ABOUT THIS TASK ▸ Locate all lines in the data below that hold "Saint" and show them.

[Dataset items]
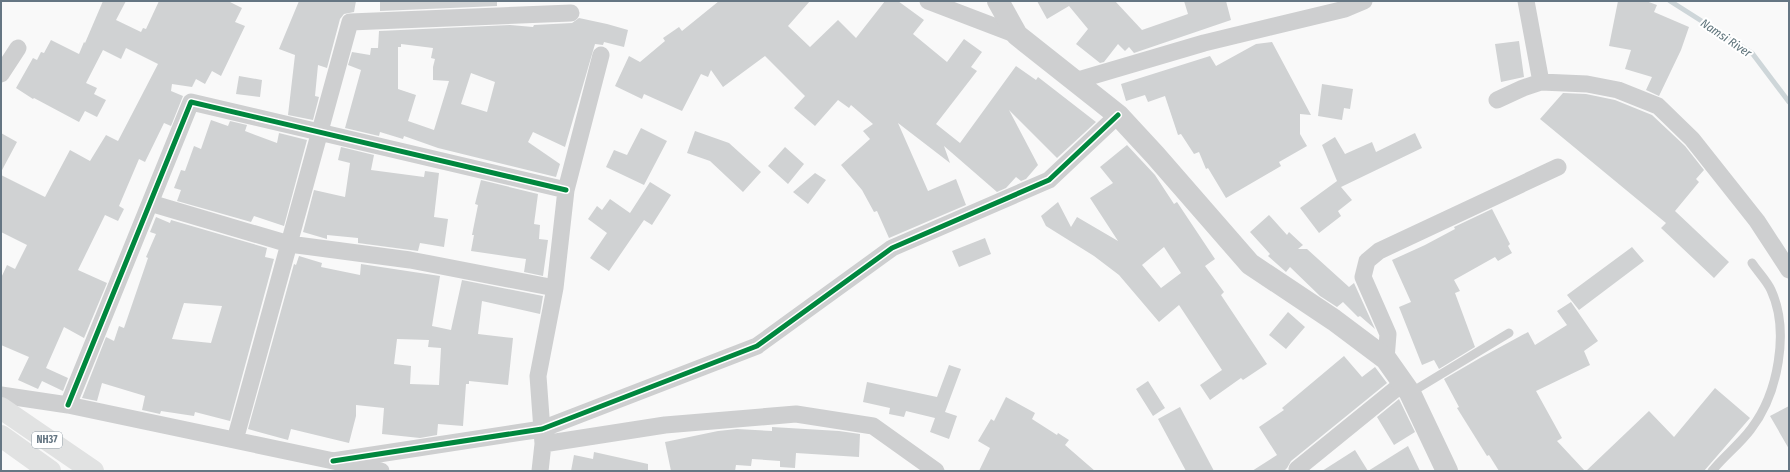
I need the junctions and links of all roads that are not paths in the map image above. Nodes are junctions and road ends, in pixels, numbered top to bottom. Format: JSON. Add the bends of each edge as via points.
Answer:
{"nodes":[{"id":1,"x":928,"y":1,"type":"edge"},
{"id":2,"x":998,"y":1,"type":"edge"},
{"id":3,"x":1364,"y":1,"type":"edge"},
{"id":4,"x":1526,"y":1,"type":"edge"},
{"id":5,"x":570,"y":13,"type":"dead end"},
{"id":6,"x":1017,"y":36,"type":"junction"},
{"id":7,"x":18,"y":48,"type":"dead end"},
{"id":8,"x":601,"y":55,"type":"dead end"},
{"id":9,"x":1,"y":74,"type":"edge"},
{"id":10,"x":1075,"y":81,"type":"junction"},
{"id":11,"x":1541,"y":82,"type":"junction"},
{"id":12,"x":1497,"y":100,"type":"dead end"},
{"id":13,"x":1118,"y":115,"type":"junction"},
{"id":14,"x":320,"y":132,"type":"junction"},
{"id":15,"x":1558,"y":167,"type":"dead end"},
{"id":16,"x":566,"y":190,"type":"junction"},
{"id":17,"x":150,"y":202,"type":"junction"},
{"id":18,"x":289,"y":244,"type":"junction"},
{"id":19,"x":1752,"y":263,"type":"dead end"},
{"id":20,"x":1789,"y":270,"type":"edge"},
{"id":21,"x":555,"y":288,"type":"junction"},
{"id":22,"x":1509,"y":333,"type":"dead end"},
{"id":23,"x":1386,"y":359,"type":"junction"},
{"id":24,"x":1407,"y":388,"type":"junction"},
{"id":25,"x":1,"y":395,"type":"edge"},
{"id":26,"x":68,"y":405,"type":"junction"},
{"id":27,"x":1,"y":408,"type":"edge"},
{"id":28,"x":1,"y":436,"type":"edge"},
{"id":29,"x":542,"y":436,"type":"junction"},
{"id":30,"x":235,"y":440,"type":"junction"},
{"id":31,"x":333,"y":461,"type":"junction"},
{"id":32,"x":1296,"y":469,"type":"dead end"},
{"id":33,"x":50,"y":471,"type":"edge"},
{"id":34,"x":93,"y":471,"type":"edge"},
{"id":35,"x":381,"y":471,"type":"edge"},
{"id":36,"x":540,"y":471,"type":"edge"},
{"id":37,"x":936,"y":471,"type":"edge"},
{"id":38,"x":1447,"y":471,"type":"edge"},
{"id":39,"x":1712,"y":471,"type":"edge"}],
"edges":[{"from":1,"to":6,"type":"street"},
{"from":2,"to":6,"type":"street"},
{"from":3,"to":10,"type":"street","via":[[1338,11],[1204,42]]},
{"from":4,"to":11,"type":"street"},
{"from":5,"to":14,"type":"street","via":[[350,22]]},
{"from":6,"to":10,"type":"street"},
{"from":7,"to":9,"type":"street"},
{"from":8,"to":16,"type":"street"},
{"from":10,"to":13,"type":"street"},
{"from":11,"to":12,"type":"street"},
{"from":11,"to":20,"type":"street","via":[[1587,84],[1618,90],[1658,106],[1692,139],[1757,221]]},
{"from":13,"to":23,"type":"street","via":[[1250,264],[1334,320]]},
{"from":13,"to":29,"type":"street","via":[[1048,180],[892,248],[757,346]]},
{"from":14,"to":16,"type":"street"},
{"from":14,"to":17,"type":"street","via":[[191,102]]},
{"from":14,"to":18,"type":"street"},
{"from":15,"to":23,"type":"street","via":[[1379,251],[1367,260],[1363,277],[1388,334]]},
{"from":16,"to":21,"type":"street"},
{"from":17,"to":18,"type":"street"},
{"from":17,"to":26,"type":"street"},
{"from":18,"to":21,"type":"street","via":[[410,260]]},
{"from":18,"to":30,"type":"street"},
{"from":19,"to":39,"type":"lane","via":[[1771,290],[1780,318],[1781,338],[1774,378],[1764,409],[1751,429]]},
{"from":21,"to":29,"type":"street","via":[[538,376]]},
{"from":22,"to":24,"type":"lane"},
{"from":23,"to":24,"type":"street"},
{"from":24,"to":32,"type":"street"},
{"from":24,"to":38,"type":"street"},
{"from":25,"to":26,"type":"street"},
{"from":26,"to":30,"type":"street"},
{"from":27,"to":34,"type":"highway","number":"NH37"},
{"from":28,"to":33,"type":"highway","number":"NH37"},
{"from":29,"to":31,"type":"street"},
{"from":29,"to":36,"type":"street"},
{"from":29,"to":37,"type":"street","via":[[796,414],[873,426]]},
{"from":30,"to":31,"type":"street"},
{"from":31,"to":35,"type":"street"}]}
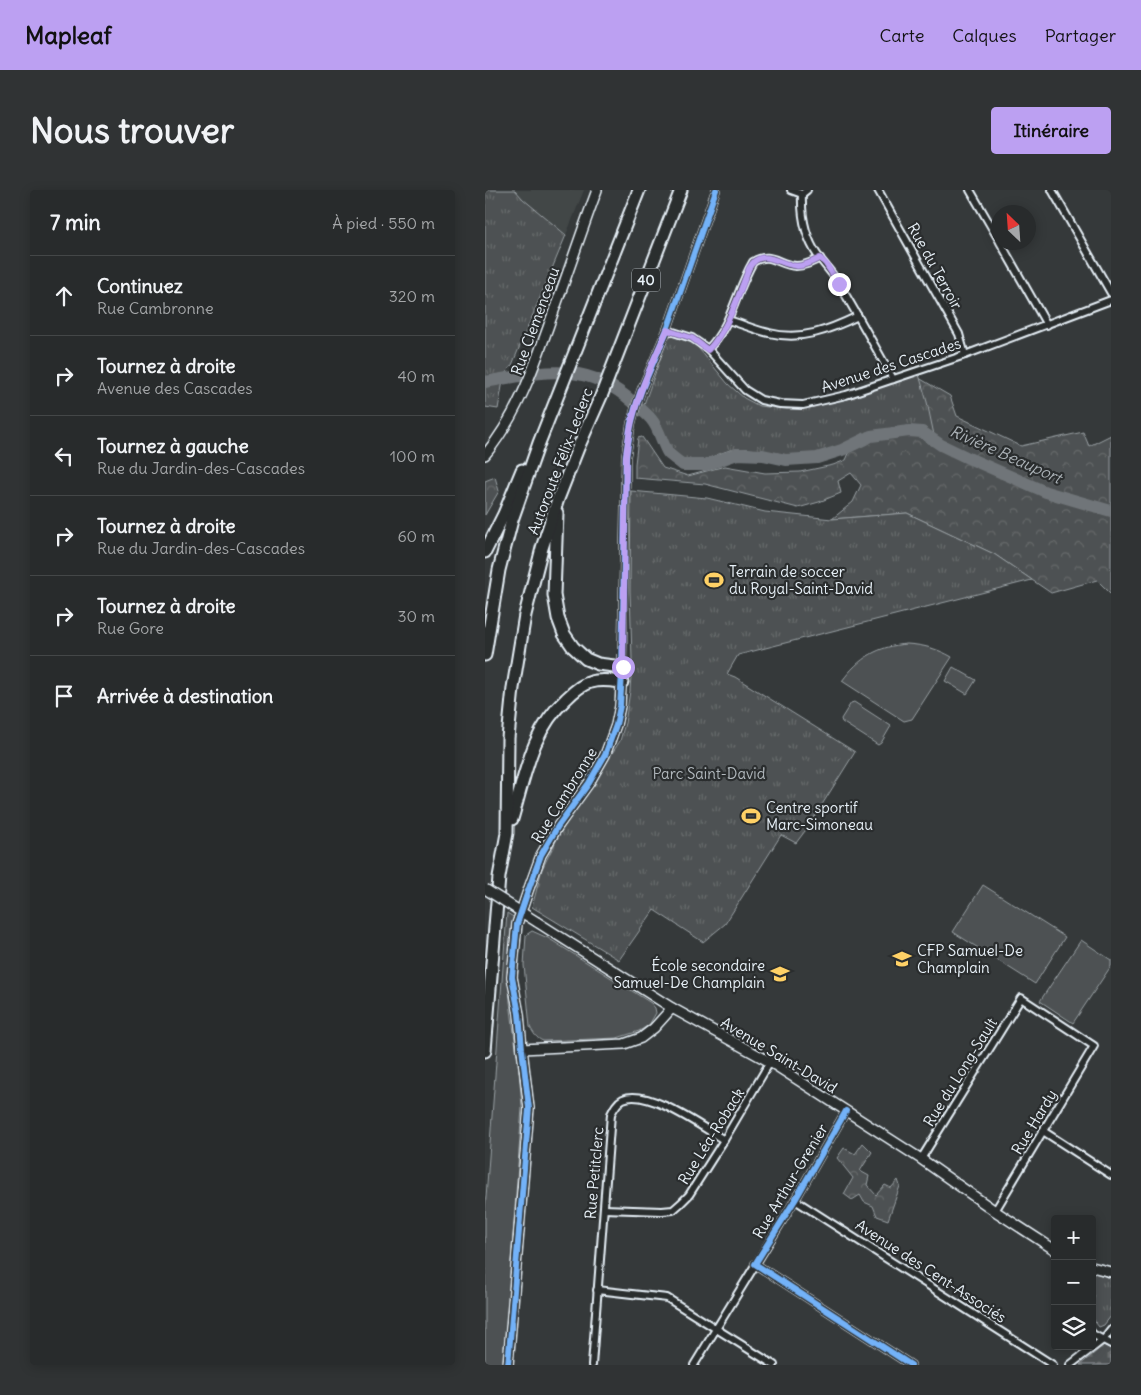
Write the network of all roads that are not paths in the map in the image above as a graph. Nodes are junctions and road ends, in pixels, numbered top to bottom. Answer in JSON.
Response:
{"nodes":[{"id":1,"x":597,"y":190,"type":"edge"},
{"id":2,"x":639,"y":190,"type":"edge"},
{"id":3,"x":681,"y":190,"type":"edge"},
{"id":4,"x":716,"y":190,"type":"edge"},
{"id":5,"x":791,"y":190,"type":"edge"},
{"id":6,"x":878,"y":190,"type":"edge"},
{"id":7,"x":970,"y":190,"type":"edge"},
{"id":8,"x":1052,"y":190,"type":"edge"},
{"id":9,"x":805,"y":192,"type":"edge"},
{"id":10,"x":991,"y":227,"type":"edge"},
{"id":11,"x":1004,"y":250,"type":"edge"},
{"id":12,"x":820,"y":258,"type":"junction"},
{"id":13,"x":1111,"y":293,"type":"edge"},
{"id":14,"x":1111,"y":300,"type":"edge"},
{"id":15,"x":858,"y":316,"type":"junction"},
{"id":16,"x":728,"y":320,"type":"junction"},
{"id":17,"x":1047,"y":325,"type":"junction"},
{"id":18,"x":667,"y":330,"type":"junction"},
{"id":19,"x":708,"y":350,"type":"junction"},
{"id":20,"x":965,"y":355,"type":"junction"},
{"id":21,"x":893,"y":379,"type":"junction"},
{"id":22,"x":539,"y":443,"type":"junction"},
{"id":23,"x":485,"y":455,"type":"edge"},
{"id":24,"x":558,"y":499,"type":"junction"},
{"id":25,"x":485,"y":552,"type":"edge"},
{"id":26,"x":485,"y":655,"type":"edge"},
{"id":27,"x":623,"y":667,"type":"junction"},
{"id":28,"x":622,"y":682,"type":"junction"},
{"id":29,"x":507,"y":833,"type":"junction"},
{"id":30,"x":485,"y":889,"type":"edge"},
{"id":31,"x":672,"y":1008,"type":"junction"},
{"id":32,"x":1094,"y":1046,"type":"joint"},
{"id":33,"x":522,"y":1049,"type":"junction"},
{"id":34,"x":485,"y":1051,"type":"edge"},
{"id":35,"x":770,"y":1062,"type":"junction"},
{"id":36,"x":846,"y":1111,"type":"junction"},
{"id":37,"x":1043,"y":1131,"type":"junction"},
{"id":38,"x":724,"y":1140,"type":"junction"},
{"id":39,"x":921,"y":1159,"type":"junction"},
{"id":40,"x":1111,"y":1175,"type":"edge"},
{"id":41,"x":795,"y":1200,"type":"junction"},
{"id":42,"x":604,"y":1209,"type":"junction"},
{"id":43,"x":995,"y":1211,"type":"junction"},
{"id":44,"x":1051,"y":1247,"type":"edge"},
{"id":45,"x":755,"y":1264,"type":"junction"},
{"id":46,"x":1096,"y":1268,"type":"edge"},
{"id":47,"x":1111,"y":1272,"type":"edge"},
{"id":48,"x":597,"y":1290,"type":"junction"},
{"id":49,"x":716,"y":1328,"type":"junction"},
{"id":50,"x":1111,"y":1330,"type":"edge"},
{"id":51,"x":1096,"y":1336,"type":"edge"},
{"id":52,"x":1104,"y":1339,"type":"junction"},
{"id":53,"x":1111,"y":1344,"type":"edge"},
{"id":54,"x":508,"y":1365,"type":"edge"},
{"id":55,"x":591,"y":1365,"type":"edge"},
{"id":56,"x":694,"y":1365,"type":"edge"},
{"id":57,"x":774,"y":1365,"type":"edge"},
{"id":58,"x":911,"y":1365,"type":"edge"},
{"id":59,"x":1053,"y":1365,"type":"edge"},
{"id":60,"x":1070,"y":1365,"type":"edge"}],
"edges":[{"from":1,"to":23,"type":"street","name":"Rue Clemenceau"},
{"from":2,"to":22,"type":"highway","name":"Autoroute Félix-Leclerc","number":"40"},
{"from":3,"to":24,"type":"highway","name":"Autoroute Félix-Leclerc","number":"40"},
{"from":4,"to":18,"type":"street","name":"Rue Cambronne"},
{"from":5,"to":9,"type":"street"},
{"from":6,"to":20,"type":"street","name":"Rue du Terroir"},
{"from":7,"to":10,"type":"street"},
{"from":8,"to":13,"type":"street"},
{"from":9,"to":12,"type":"street"},
{"from":11,"to":17,"type":"street"},
{"from":12,"to":15,"type":"street"},
{"from":12,"to":16,"type":"street"},
{"from":14,"to":17,"type":"street","name":"Avenue des Cascades"},
{"from":15,"to":16,"type":"street"},
{"from":15,"to":21,"type":"street"},
{"from":16,"to":19,"type":"street"},
{"from":17,"to":20,"type":"street","name":"Avenue des Cascades"},
{"from":18,"to":19,"type":"street","name":"Avenue des Cascades"},
{"from":18,"to":27,"type":"street","name":"Rue Cambronne"},
{"from":19,"to":21,"type":"street","name":"Avenue des Cascades"},
{"from":20,"to":21,"type":"street","name":"Avenue des Cascades"},
{"from":22,"to":25,"type":"highway"},
{"from":22,"to":26,"type":"highway","name":"Autoroute Félix-Leclerc","number":"40"},
{"from":24,"to":27,"type":"highway"},
{"from":24,"to":29,"type":"highway","name":"Autoroute Félix-Leclerc","number":"40"},
{"from":27,"to":28,"type":"street","name":"Rue Cambronne"},
{"from":28,"to":29,"type":"highway"},
{"from":28,"to":33,"type":"street","name":"Rue Cambronne"},
{"from":29,"to":34,"type":"highway","name":"Autoroute Félix-Leclerc","number":"40"},
{"from":30,"to":31,"type":"street","name":"Avenue Saint-David","bridge":true},
{"from":31,"to":33,"type":"street"},
{"from":31,"to":35,"type":"street","name":"Avenue Saint-David"},
{"from":32,"to":37,"type":"street","name":"Rue Hardy"},
{"from":32,"to":39,"type":"street","name":"Rue du Long-Sault"},
{"from":33,"to":54,"type":"street","name":"Rue Cambronne"},
{"from":35,"to":36,"type":"street","name":"Avenue Saint-David"},
{"from":35,"to":38,"type":"street","name":"Rue Léa-Roback"},
{"from":36,"to":39,"type":"street","name":"Avenue Saint-David"},
{"from":36,"to":41,"type":"street","name":"Rue Arthur-Grenier"},
{"from":37,"to":40,"type":"street"},
{"from":37,"to":43,"type":"street","name":"Rue Hardy"},
{"from":38,"to":42,"type":"street","name":"Rue Léa-Roback"},
{"from":38,"to":42,"type":"street","name":"Rue Petitclerc"},
{"from":39,"to":43,"type":"street","name":"Avenue Saint-David"},
{"from":41,"to":45,"type":"street","name":"Rue Arthur-Grenier"},
{"from":41,"to":59,"type":"street","name":"Avenue des Cent-Associés"},
{"from":42,"to":48,"type":"street","name":"Rue Petitclerc"},
{"from":43,"to":44,"type":"street","name":"Avenue Saint-David"},
{"from":45,"to":49,"type":"street","name":"Rue Arthur-Grenier"},
{"from":45,"to":58,"type":"street"},
{"from":46,"to":47,"type":"street"},
{"from":48,"to":49,"type":"street"},
{"from":48,"to":55,"type":"street","name":"Rue Petitclerc"},
{"from":49,"to":56,"type":"street","name":"Rue Arthur-Grenier"},
{"from":49,"to":57,"type":"street"},
{"from":50,"to":52,"type":"street"},
{"from":51,"to":52,"type":"street"},
{"from":52,"to":53,"type":"street"},
{"from":52,"to":60,"type":"street"}]}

FINAL ANSWER ▸
{"from":30,"to":31,"type":"street","name":"Avenue Saint-David","bridge":true},
{"from":31,"to":35,"type":"street","name":"Avenue Saint-David"},
{"from":35,"to":36,"type":"street","name":"Avenue Saint-David"},
{"from":36,"to":39,"type":"street","name":"Avenue Saint-David"},
{"from":39,"to":43,"type":"street","name":"Avenue Saint-David"},
{"from":43,"to":44,"type":"street","name":"Avenue Saint-David"},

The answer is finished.